Wednesday, November 03, 2010

Book-A-Day 2010 # 273 (11/3) -- The Fun Never Stops! by Drew Friedman

Reading Drew Friedman's 2010 book Too Soon? reminded me that I'd missed his 2007 comics collection, The Fun Never Stops!, so I had to remedy that situation as quickly as possible.

As Too Soon? collects Friedman's illustration work for the last two decades, The Fun Never Stops! does the same for his comics, hoovering up most (if not all) of his strips after the periods covered in Any Similarity to Persons Living or Dead Is Purely Coincidental and Warts & All. After a short appreciative foreword by Dan Clowes and a much longer introduction (giving a good account of Friedman's entire career) by Ben Schwartz, Never Stops divides itself into seven possibly-thematically organized sections, all titled "The {some manner of enjoyment} Never Stops!"

Not all of those sections entirely make sense to the outside observer -- "Frolic" is obviously the Duke of Eltingville section, but otherwise they each are a general Friedman goulash, filled with some illustrations and more short stories about minor, mostly aged, celebrities seen semi-sympathetically (if not always coherently) and contemporary celebrities treated somewhat worse, as the latest extrusions from the sausage factory. Friedman always prefers the bizarre juxtaposition, like "America's Love Affair With Ethnics Hollering One Word Over and Over" (9 panels of famous movie moments in which someone yells the same thing twice) or "A Very Jerry Year" (a prediction of several unlikely things that would happen to Jerry Lewis in 2005) or "Fred & Ricky Join NAMBLA" (in which Mr. Mertz and Mr. Ricardo "make love to young boys") or "Everybody's Buddy" (Buddy Rich as a hair-tempered madman) or, at the non-celebrity extreme, "Retired N.Y.C. Elevator Men Theorize on the Assassination of President John F. Kennedy."

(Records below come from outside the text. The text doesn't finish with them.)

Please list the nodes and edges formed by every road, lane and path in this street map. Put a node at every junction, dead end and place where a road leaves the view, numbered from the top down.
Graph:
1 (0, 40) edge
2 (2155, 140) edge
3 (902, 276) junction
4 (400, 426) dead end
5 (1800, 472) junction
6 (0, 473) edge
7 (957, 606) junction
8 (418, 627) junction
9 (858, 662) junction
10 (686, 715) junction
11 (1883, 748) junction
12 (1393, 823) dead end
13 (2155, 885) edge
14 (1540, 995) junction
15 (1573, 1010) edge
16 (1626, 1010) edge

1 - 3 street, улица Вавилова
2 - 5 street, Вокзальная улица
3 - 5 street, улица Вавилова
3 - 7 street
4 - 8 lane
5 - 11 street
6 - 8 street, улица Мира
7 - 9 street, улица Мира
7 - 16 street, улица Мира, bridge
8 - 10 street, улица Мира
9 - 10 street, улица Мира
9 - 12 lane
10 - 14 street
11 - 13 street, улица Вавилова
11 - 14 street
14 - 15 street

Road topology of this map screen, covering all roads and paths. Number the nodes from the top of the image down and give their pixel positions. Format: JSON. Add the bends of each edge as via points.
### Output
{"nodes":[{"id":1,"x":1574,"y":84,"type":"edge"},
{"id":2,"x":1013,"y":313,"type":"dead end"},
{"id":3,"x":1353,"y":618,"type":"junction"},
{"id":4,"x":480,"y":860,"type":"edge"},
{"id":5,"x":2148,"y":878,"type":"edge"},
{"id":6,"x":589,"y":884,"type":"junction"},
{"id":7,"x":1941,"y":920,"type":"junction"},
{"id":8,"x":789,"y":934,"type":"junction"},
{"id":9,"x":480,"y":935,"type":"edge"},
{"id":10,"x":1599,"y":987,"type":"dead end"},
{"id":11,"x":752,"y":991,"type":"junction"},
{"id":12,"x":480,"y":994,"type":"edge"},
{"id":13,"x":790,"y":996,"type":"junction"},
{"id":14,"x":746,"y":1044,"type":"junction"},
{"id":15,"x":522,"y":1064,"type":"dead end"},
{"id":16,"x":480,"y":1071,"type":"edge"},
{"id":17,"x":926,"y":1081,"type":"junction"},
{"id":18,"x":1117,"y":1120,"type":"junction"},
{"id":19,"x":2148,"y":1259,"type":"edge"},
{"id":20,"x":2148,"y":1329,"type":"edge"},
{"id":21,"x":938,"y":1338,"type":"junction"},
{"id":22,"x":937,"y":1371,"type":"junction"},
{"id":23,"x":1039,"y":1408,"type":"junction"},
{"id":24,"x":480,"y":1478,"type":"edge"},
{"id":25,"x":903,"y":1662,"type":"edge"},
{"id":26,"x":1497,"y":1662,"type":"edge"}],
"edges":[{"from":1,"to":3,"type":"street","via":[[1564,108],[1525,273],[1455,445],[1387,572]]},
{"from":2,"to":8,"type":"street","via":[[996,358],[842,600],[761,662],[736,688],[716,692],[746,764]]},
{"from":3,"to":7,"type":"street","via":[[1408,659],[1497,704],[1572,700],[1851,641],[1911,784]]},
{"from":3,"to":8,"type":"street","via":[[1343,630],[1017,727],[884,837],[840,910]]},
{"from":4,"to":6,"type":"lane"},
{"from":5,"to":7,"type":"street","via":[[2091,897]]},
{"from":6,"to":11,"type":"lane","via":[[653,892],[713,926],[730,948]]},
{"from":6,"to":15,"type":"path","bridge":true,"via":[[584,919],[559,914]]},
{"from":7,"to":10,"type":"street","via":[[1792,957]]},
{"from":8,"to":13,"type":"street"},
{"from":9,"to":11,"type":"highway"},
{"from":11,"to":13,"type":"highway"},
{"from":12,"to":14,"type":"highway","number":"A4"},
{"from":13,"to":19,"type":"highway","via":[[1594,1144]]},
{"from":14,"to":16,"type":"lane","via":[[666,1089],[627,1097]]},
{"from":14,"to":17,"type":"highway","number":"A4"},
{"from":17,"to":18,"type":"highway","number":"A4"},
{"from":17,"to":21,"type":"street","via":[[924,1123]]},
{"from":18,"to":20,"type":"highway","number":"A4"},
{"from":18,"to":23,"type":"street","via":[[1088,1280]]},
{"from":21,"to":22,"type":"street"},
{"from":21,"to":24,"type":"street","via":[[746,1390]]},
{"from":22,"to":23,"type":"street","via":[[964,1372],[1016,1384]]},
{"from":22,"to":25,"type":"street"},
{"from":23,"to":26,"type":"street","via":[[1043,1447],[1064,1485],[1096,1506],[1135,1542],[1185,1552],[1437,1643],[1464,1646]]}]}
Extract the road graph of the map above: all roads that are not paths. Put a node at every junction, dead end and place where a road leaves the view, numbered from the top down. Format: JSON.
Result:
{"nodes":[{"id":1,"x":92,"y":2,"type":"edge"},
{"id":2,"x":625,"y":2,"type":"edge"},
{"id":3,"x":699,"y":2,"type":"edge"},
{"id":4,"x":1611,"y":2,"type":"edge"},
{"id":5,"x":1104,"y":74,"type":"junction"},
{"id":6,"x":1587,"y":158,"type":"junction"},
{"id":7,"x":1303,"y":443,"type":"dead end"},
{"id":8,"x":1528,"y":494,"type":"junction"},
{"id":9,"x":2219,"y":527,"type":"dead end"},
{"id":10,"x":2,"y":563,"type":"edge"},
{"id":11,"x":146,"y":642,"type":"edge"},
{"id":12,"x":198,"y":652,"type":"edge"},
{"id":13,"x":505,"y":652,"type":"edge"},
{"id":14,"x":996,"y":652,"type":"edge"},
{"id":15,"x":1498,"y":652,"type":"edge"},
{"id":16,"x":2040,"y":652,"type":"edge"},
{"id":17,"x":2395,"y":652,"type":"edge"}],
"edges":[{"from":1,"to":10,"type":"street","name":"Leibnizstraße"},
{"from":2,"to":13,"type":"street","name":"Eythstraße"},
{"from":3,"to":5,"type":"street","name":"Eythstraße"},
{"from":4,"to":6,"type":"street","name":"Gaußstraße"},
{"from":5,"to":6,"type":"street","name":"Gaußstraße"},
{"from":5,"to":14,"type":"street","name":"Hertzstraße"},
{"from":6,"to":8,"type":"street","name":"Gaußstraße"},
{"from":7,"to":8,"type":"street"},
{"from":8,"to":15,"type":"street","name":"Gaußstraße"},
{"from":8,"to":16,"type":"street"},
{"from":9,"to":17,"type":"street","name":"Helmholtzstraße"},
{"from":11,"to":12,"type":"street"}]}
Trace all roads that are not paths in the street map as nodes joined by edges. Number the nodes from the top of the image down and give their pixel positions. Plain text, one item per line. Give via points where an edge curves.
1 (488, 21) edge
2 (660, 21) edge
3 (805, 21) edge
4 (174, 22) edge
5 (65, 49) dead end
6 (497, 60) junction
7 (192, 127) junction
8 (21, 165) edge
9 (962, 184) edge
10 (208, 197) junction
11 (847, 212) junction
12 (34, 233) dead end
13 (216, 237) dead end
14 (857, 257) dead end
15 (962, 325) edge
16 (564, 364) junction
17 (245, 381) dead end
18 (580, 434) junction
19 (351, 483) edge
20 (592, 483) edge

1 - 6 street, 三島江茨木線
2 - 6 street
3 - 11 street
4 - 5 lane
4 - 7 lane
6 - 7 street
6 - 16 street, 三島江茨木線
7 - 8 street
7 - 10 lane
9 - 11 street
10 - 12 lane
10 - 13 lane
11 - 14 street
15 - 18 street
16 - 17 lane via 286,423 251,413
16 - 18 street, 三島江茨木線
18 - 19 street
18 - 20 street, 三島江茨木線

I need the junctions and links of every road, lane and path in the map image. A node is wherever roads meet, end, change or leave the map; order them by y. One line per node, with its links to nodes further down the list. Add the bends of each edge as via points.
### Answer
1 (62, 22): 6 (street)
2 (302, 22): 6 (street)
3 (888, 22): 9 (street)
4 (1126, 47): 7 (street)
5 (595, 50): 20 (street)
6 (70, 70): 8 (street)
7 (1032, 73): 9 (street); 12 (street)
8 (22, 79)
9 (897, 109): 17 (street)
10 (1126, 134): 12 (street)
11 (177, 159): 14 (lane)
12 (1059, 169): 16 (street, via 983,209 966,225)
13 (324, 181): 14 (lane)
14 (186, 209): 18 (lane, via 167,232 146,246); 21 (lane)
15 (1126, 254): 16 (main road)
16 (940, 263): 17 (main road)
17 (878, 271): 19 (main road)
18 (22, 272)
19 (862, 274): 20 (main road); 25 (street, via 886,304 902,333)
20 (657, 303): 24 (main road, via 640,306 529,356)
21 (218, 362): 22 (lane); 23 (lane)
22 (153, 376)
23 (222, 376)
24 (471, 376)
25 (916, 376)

There are no individual copyright dates -- a few stories have a date incorporated into the art, but the book doesn't provide any list of dates -- but I get the impression that the comics in this book skew much more towards the 1991 side of the subtitle than the 2006 end. (That's hard to determine, though, particularly since Friedman's interests are always with the old and obscure anyway -- a Jerry Lewis strip could be from any time at all, since it's really about the '60s Jerry.) The illustrations may skew somewhat later; Friedman's gotten vastly more illustration work over the past two decades, and 1991 is when that started ramping up.

Drew Friedman comics have to be experienced rather than described; he has a distinctive, warped sensibility, intensely steeped in old pop culture but with an almost literary detachment and a relentless tropism towards ugliness, unlikely connections, and random cultural detritus. What sells it is that unflinchingly realistic drawing style -- when you look at a Drew Friedman picture, you know it must be true in some way, because a fake could never look that good. Never Stops! isn't quite as zany as Any Similarity, nor does the new book have the startling punch that the weight of his early work did. But that's partly because we live in the world molded by Friedman and his fellow travelers in '80s comics and humor -- from Spy magazine to Peter Bagge. He can't shock us as he did simply because it's not the early '80s anymore, and Drew Friedman illustrations have been quietly mocking celebrities from the pages of the biggest publications of the world for two decades now -- in the battle of Friedman vs. the world, the world lost long ago.